/---

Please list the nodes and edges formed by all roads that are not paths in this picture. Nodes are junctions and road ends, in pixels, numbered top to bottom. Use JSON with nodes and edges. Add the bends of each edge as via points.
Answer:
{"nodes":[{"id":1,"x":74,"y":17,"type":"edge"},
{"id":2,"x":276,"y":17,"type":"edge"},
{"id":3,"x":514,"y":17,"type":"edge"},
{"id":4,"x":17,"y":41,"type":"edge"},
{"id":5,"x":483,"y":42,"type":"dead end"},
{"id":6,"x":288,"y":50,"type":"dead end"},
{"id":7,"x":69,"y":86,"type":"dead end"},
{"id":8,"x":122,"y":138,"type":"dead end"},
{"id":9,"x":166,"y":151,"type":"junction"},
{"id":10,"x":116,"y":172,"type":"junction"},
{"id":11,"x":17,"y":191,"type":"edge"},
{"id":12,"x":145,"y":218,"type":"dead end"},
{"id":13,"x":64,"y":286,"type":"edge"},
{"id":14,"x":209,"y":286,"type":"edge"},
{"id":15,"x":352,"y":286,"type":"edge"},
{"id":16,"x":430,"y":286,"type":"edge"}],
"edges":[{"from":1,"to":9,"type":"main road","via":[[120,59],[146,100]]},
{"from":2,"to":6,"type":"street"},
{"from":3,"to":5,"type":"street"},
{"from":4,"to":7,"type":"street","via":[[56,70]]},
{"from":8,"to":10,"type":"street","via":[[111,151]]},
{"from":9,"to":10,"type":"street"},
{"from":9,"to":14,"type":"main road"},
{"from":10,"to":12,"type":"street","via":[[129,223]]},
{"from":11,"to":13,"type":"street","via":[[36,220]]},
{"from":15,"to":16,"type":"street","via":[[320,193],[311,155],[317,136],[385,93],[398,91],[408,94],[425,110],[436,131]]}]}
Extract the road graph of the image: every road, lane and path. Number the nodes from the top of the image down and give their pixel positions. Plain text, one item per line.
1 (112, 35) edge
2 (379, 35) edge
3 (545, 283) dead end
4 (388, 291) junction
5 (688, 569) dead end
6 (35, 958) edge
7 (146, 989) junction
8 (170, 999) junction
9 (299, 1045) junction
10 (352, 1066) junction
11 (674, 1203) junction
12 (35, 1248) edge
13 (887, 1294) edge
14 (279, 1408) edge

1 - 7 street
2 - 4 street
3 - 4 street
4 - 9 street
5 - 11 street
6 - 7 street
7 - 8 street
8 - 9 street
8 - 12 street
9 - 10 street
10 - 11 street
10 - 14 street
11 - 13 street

\---
/---

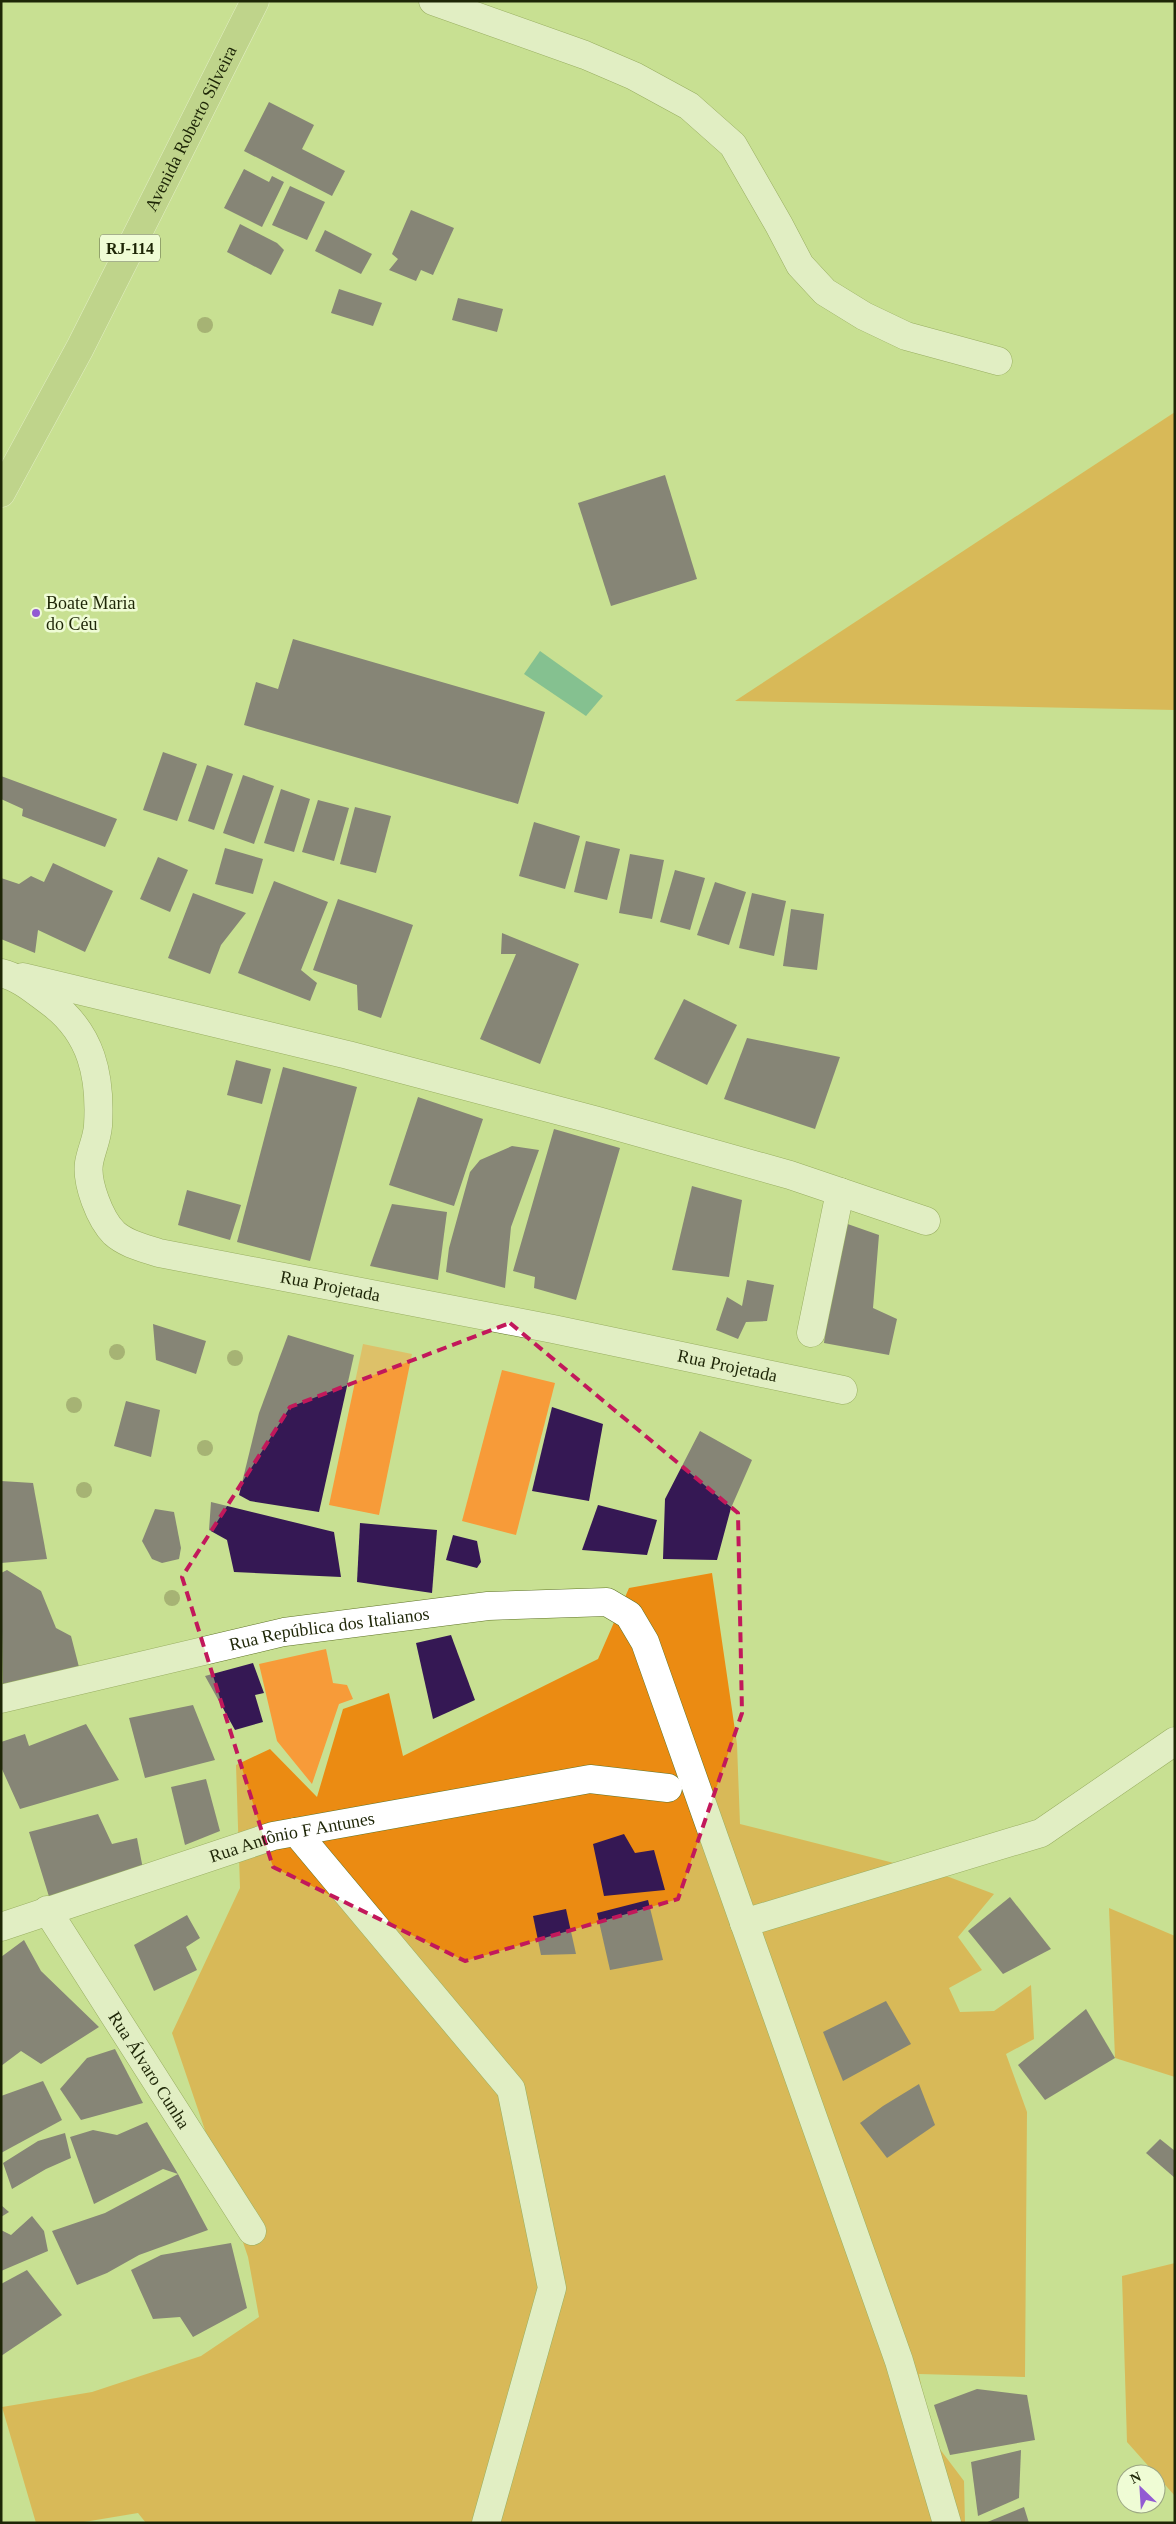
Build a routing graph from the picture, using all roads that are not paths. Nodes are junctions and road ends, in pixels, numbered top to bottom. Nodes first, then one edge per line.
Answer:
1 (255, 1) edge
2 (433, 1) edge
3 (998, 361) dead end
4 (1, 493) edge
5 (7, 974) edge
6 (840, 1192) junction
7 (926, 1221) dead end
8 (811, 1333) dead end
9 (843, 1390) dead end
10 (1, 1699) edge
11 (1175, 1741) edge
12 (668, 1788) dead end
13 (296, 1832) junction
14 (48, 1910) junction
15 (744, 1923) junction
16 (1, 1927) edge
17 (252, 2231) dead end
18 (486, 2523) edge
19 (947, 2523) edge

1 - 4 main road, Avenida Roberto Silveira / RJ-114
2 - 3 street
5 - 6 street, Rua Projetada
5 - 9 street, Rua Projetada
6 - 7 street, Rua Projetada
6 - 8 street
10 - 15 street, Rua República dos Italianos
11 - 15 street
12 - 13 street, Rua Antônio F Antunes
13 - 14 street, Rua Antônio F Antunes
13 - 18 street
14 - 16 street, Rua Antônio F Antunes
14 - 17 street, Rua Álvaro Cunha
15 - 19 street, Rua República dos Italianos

\---
/---

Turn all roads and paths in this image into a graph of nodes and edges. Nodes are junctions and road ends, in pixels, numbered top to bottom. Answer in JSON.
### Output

\---

Each line of the records that contains the string "picture" must be copied.

Please list the nodes and edges formed by all roads that are not paths in this picture. Nodes are junctions and road ends, in pixels, numbered top to bottom. Use JSON with nodes and edges. Add the bends of each edge as via points.
Build a routing graph from the picture, using all roads that are not paths. Nodes are junctions and road ends, in pixels, numbered top to bottom. Nodes first, then one edge per line.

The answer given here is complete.